Input material |

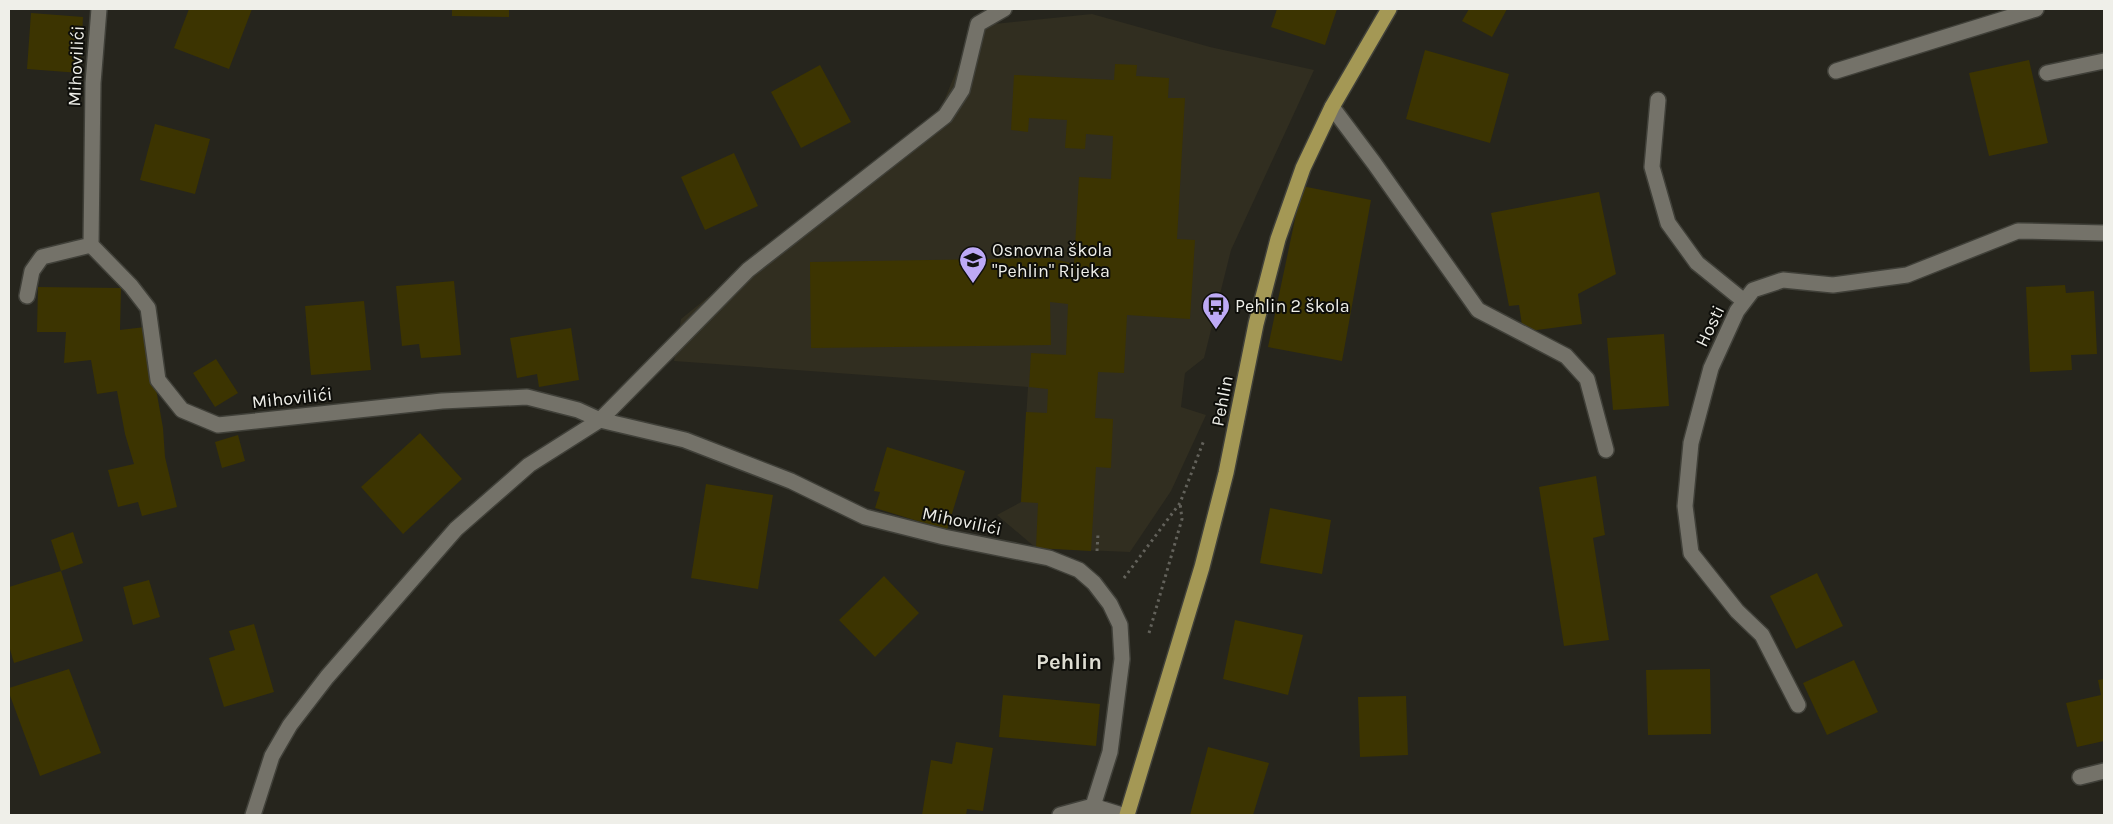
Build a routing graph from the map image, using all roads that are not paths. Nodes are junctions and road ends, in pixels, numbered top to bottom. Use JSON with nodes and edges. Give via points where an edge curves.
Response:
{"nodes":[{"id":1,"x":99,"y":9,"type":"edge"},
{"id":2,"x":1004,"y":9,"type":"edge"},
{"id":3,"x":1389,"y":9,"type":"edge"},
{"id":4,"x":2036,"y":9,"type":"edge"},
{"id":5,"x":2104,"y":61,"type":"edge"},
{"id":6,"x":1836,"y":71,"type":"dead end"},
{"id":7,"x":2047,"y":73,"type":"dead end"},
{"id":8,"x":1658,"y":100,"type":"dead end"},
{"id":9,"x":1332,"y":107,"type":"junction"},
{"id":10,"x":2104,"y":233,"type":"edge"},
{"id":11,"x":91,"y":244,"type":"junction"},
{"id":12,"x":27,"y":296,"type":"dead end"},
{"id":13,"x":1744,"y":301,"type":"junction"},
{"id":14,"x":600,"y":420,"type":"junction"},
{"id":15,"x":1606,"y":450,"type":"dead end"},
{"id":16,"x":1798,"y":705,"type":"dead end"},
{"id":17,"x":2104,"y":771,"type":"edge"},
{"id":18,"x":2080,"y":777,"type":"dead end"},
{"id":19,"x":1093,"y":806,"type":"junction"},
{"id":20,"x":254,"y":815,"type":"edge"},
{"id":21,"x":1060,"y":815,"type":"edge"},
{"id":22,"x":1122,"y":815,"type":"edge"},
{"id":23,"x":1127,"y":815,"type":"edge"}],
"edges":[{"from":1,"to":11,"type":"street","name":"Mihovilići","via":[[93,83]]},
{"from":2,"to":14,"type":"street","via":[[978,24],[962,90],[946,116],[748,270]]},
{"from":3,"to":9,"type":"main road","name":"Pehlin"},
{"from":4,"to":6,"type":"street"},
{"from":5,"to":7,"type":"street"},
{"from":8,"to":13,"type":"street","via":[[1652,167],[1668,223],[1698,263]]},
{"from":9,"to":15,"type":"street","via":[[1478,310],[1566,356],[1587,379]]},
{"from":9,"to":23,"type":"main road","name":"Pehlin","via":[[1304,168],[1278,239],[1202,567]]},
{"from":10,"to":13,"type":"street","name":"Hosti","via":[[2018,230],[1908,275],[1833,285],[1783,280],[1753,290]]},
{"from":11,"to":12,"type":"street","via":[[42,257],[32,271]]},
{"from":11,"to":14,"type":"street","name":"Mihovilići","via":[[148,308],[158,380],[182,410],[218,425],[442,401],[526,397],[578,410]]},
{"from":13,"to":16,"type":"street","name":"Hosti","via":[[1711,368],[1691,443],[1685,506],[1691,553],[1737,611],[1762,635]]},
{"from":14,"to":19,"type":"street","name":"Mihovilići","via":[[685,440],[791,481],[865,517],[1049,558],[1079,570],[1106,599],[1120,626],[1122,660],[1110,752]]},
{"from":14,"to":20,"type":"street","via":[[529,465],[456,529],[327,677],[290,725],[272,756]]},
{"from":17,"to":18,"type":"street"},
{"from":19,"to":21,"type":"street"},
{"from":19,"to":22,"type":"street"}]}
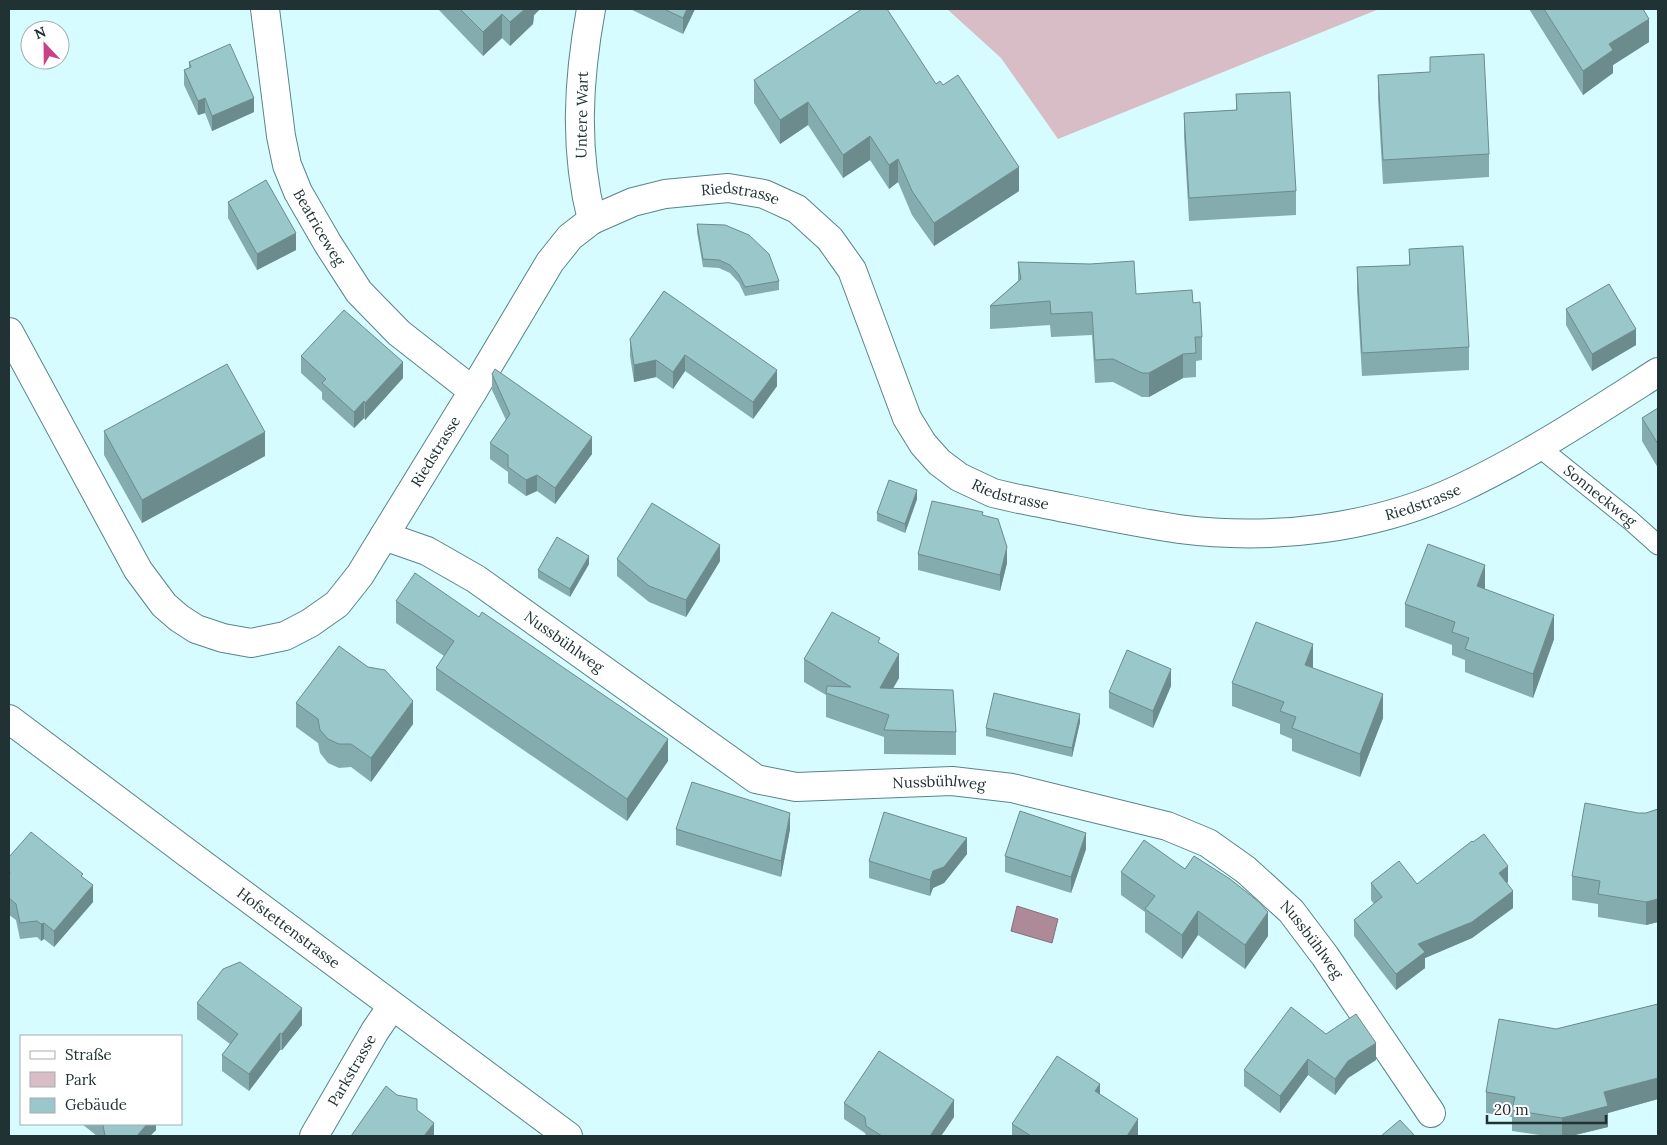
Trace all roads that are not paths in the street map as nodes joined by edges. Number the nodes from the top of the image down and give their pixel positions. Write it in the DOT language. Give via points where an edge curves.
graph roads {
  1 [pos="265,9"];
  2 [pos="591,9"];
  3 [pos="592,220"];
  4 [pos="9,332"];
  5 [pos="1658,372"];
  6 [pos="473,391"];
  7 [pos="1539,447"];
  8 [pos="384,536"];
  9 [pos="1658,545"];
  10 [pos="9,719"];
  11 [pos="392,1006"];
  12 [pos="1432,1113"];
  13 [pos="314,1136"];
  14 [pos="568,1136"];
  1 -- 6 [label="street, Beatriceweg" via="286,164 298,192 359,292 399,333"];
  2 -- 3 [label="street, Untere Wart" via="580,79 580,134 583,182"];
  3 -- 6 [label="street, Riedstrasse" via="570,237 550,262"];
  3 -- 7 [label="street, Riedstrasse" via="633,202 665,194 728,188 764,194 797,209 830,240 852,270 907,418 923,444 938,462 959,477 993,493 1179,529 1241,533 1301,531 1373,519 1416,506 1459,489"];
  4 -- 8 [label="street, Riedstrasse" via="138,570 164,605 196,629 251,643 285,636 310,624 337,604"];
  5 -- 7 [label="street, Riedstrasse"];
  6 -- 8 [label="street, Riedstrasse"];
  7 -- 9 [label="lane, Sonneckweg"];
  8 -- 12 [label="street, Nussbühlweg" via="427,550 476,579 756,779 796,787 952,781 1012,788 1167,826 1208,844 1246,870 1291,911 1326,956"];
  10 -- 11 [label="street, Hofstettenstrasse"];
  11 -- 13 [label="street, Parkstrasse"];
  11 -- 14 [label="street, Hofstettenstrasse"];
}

Problem to solve |
The material above is to be transcribed exactly, with its images omitted.

Solution for this task |
Build a routing graph from the map image, using all roads that are not paths. Nodes are junctions and road ends, in pixels, numbered top to bottom. Use JSON with nodes and edges. Give via points where an edge curves.
Response:
{"nodes":[{"id":1,"x":99,"y":9,"type":"edge"},
{"id":2,"x":1004,"y":9,"type":"edge"},
{"id":3,"x":1389,"y":9,"type":"edge"},
{"id":4,"x":2036,"y":9,"type":"edge"},
{"id":5,"x":2104,"y":61,"type":"edge"},
{"id":6,"x":1836,"y":71,"type":"dead end"},
{"id":7,"x":2047,"y":73,"type":"dead end"},
{"id":8,"x":1658,"y":100,"type":"dead end"},
{"id":9,"x":1332,"y":107,"type":"junction"},
{"id":10,"x":2104,"y":233,"type":"edge"},
{"id":11,"x":91,"y":244,"type":"junction"},
{"id":12,"x":27,"y":296,"type":"dead end"},
{"id":13,"x":1744,"y":301,"type":"junction"},
{"id":14,"x":600,"y":420,"type":"junction"},
{"id":15,"x":1606,"y":450,"type":"dead end"},
{"id":16,"x":1798,"y":705,"type":"dead end"},
{"id":17,"x":2104,"y":771,"type":"edge"},
{"id":18,"x":2080,"y":777,"type":"dead end"},
{"id":19,"x":1093,"y":806,"type":"junction"},
{"id":20,"x":254,"y":815,"type":"edge"},
{"id":21,"x":1060,"y":815,"type":"edge"},
{"id":22,"x":1122,"y":815,"type":"edge"},
{"id":23,"x":1127,"y":815,"type":"edge"}],
"edges":[{"from":1,"to":11,"type":"street","name":"Mihovilići","via":[[93,83]]},
{"from":2,"to":14,"type":"street","via":[[978,24],[962,90],[946,116],[748,270]]},
{"from":3,"to":9,"type":"main road","name":"Pehlin"},
{"from":4,"to":6,"type":"street"},
{"from":5,"to":7,"type":"street"},
{"from":8,"to":13,"type":"street","via":[[1652,167],[1668,223],[1698,263]]},
{"from":9,"to":15,"type":"street","via":[[1478,310],[1566,356],[1587,379]]},
{"from":9,"to":23,"type":"main road","name":"Pehlin","via":[[1304,168],[1278,239],[1202,567]]},
{"from":10,"to":13,"type":"street","name":"Hosti","via":[[2018,230],[1908,275],[1833,285],[1783,280],[1753,290]]},
{"from":11,"to":12,"type":"street","via":[[42,257],[32,271]]},
{"from":11,"to":14,"type":"street","name":"Mihovilići","via":[[148,308],[158,380],[182,410],[218,425],[442,401],[526,397],[578,410]]},
{"from":13,"to":16,"type":"street","name":"Hosti","via":[[1711,368],[1691,443],[1685,506],[1691,553],[1737,611],[1762,635]]},
{"from":14,"to":19,"type":"street","name":"Mihovilići","via":[[685,440],[791,481],[865,517],[1049,558],[1079,570],[1106,599],[1120,626],[1122,660],[1110,752]]},
{"from":14,"to":20,"type":"street","via":[[529,465],[456,529],[327,677],[290,725],[272,756]]},
{"from":17,"to":18,"type":"street"},
{"from":19,"to":21,"type":"street"},
{"from":19,"to":22,"type":"street"}]}
Trace all roads that are not paths in the street map as nodes joined by edges. Number the nodes from the top of the image down and give their pixel positions. Write it in the DOT language. Give via points where an edge curves.
graph roads {
  1 [pos="265,9"];
  2 [pos="591,9"];
  3 [pos="592,220"];
  4 [pos="9,332"];
  5 [pos="1658,372"];
  6 [pos="473,391"];
  7 [pos="1539,447"];
  8 [pos="384,536"];
  9 [pos="1658,545"];
  10 [pos="9,719"];
  11 [pos="392,1006"];
  12 [pos="1432,1113"];
  13 [pos="314,1136"];
  14 [pos="568,1136"];
  1 -- 6 [label="street, Beatriceweg" via="286,164 298,192 359,292 399,333"];
  2 -- 3 [label="street, Untere Wart" via="580,79 580,134 583,182"];
  3 -- 6 [label="street, Riedstrasse" via="570,237 550,262"];
  3 -- 7 [label="street, Riedstrasse" via="633,202 665,194 728,188 764,194 797,209 830,240 852,270 907,418 923,444 938,462 959,477 993,493 1179,529 1241,533 1301,531 1373,519 1416,506 1459,489"];
  4 -- 8 [label="street, Riedstrasse" via="138,570 164,605 196,629 251,643 285,636 310,624 337,604"];
  5 -- 7 [label="street, Riedstrasse"];
  6 -- 8 [label="street, Riedstrasse"];
  7 -- 9 [label="lane, Sonneckweg"];
  8 -- 12 [label="street, Nussbühlweg" via="427,550 476,579 756,779 796,787 952,781 1012,788 1167,826 1208,844 1246,870 1291,911 1326,956"];
  10 -- 11 [label="street, Hofstettenstrasse"];
  11 -- 13 [label="street, Parkstrasse"];
  11 -- 14 [label="street, Hofstettenstrasse"];
}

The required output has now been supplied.